The argument has been going on for weeks now. Long, tortuous, repetitive weeks. I fear we have reached a political standoff we’ll never recover from.
‘After school today, shall we go to your swimming lesson?’ I’ll begin.
‘Will you get in with me?’
‘No. Parents aren’t allowed in.’
‘I don’t want to go Mummy, please don’t make me.’
There’s been a lot of things, in her short life, Polly’s said no to. Trampolining. Ballet. Carrots. Waterproof trousers. Her school jacket (“it’s sleeves are fat.”) Mostly, when it comes to her attending extracurricular activities, I’m pretty open to saying no too.
I’ve written before about not being a huge fan of organised fun. Plus, anything that means one less hour standing about with a bunch of other parents all staring intently at their phones is fine in my book.

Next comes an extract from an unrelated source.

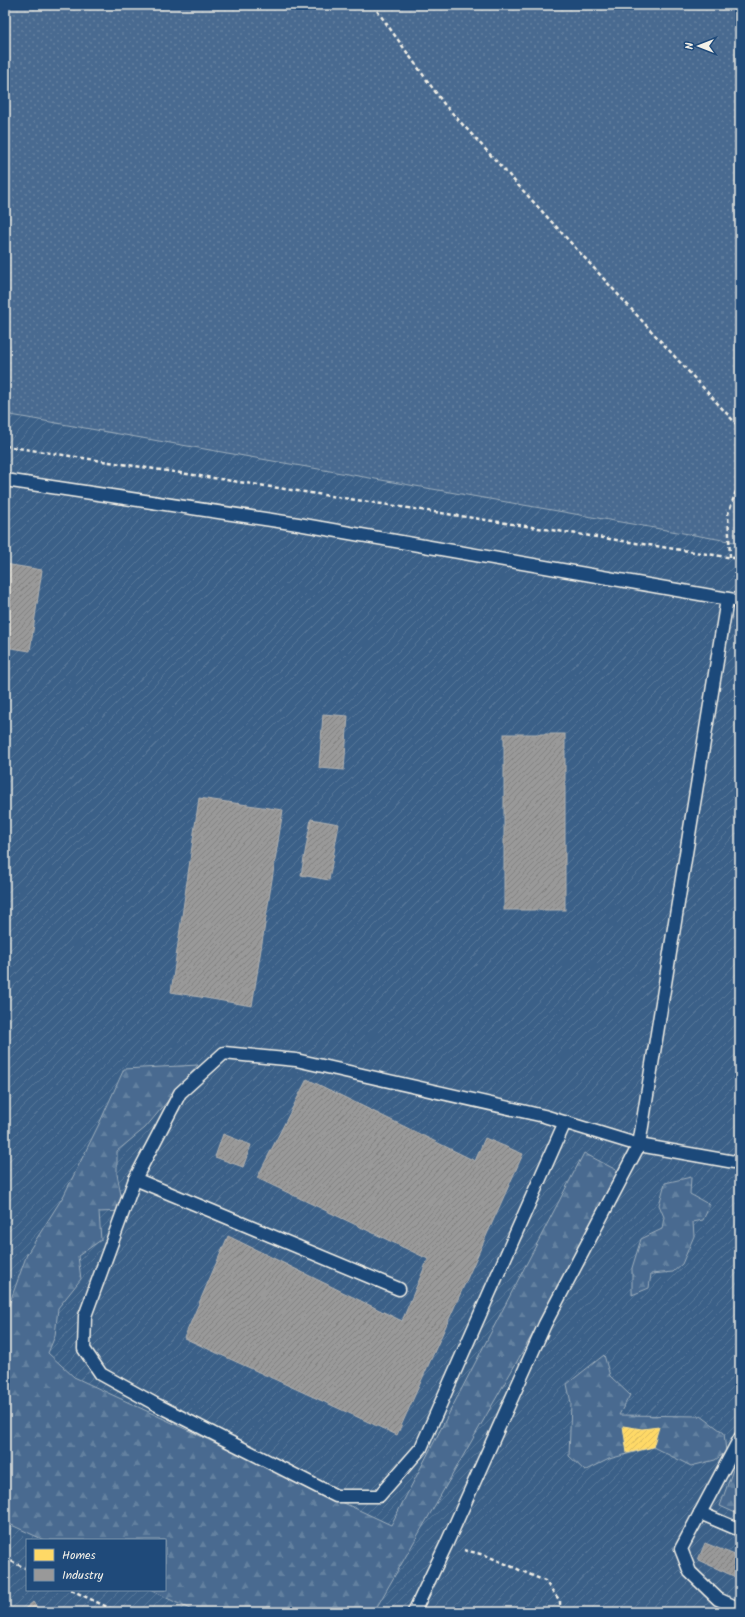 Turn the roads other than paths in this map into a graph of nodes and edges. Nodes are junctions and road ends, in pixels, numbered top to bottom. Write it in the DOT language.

If Polly were to decide that between now and her 18th birthday the only thing she wants to do is enjoy the collected works of Roald Dahl and master making a white sauce, I like to think I’d be down with that. Learning what you love to do takes time and sometimes silence.
But when it comes to swimming, I’ve got this weak pulsating Achilles heel, and I hear myself giving her the shittest pep talks ever.
‘You have to learn to swim, so you don’t drown,’ I’ll try. But in reality it’s more than that. It’s definitely a type of one-up-man-ship. I see other kids her age and younger without armbands in the pool, and I worry that she’s falling behind. I’m entering her into a race she doesn’t know about. I’m a (gasp) pushy parent. Gaaaaah!
Plus – I love swimming. I can’t think of anything nicer than doing a perfect tumble turn. In my old blog I once waxed lyrical about them for quite some time – that was a good day.
So, when it comes to upskilling my daughter, I’ve realised that I want her to love what I love. It’s shallow and wrong, yes. But it’s why we returned to the local swimming pool today for her weekly lesson.
It was a crowded time of day. There was a group of parents, all clustered about at one end. There were loads of kids, all a bit older than her, and three teachers that she hadn’t met before. In short, it was bound to freak her. She clung to me like a limpet and stroked my boobs for comfort. I tried not to snatch her hand away. I was hot and flustered and acutely aware of standing out like a sore thumb by the poolside. When the teacher took the register, he took one look at her and said:
“Well you look terrified.”
Then he took one look at me and said: ‘Don’t worry.’
She didn’t want to go in at all. He said she could stand on the side, and then went above and beyond the call of duty in involving her in the lesson anyway. He asked her to throw in the floats, got her moving her arms about like a traffic controller, and told all the girls and boys in his class to lift their arms “if they want Polly to join their class next week.”
(Yep – one of life’s good guys.)
I spent half-an-hour following him and Polly around the pool, feeling self-conscious and sweatily gawky. But at the end, I managed to tell Polly how proud I was that she’d gone to the lesson. The teacher came up to me. “Well done for being a realistic parent,” he said. “You’d be surprised by the number of people who want me to throw their children in if they don’t want to get in.”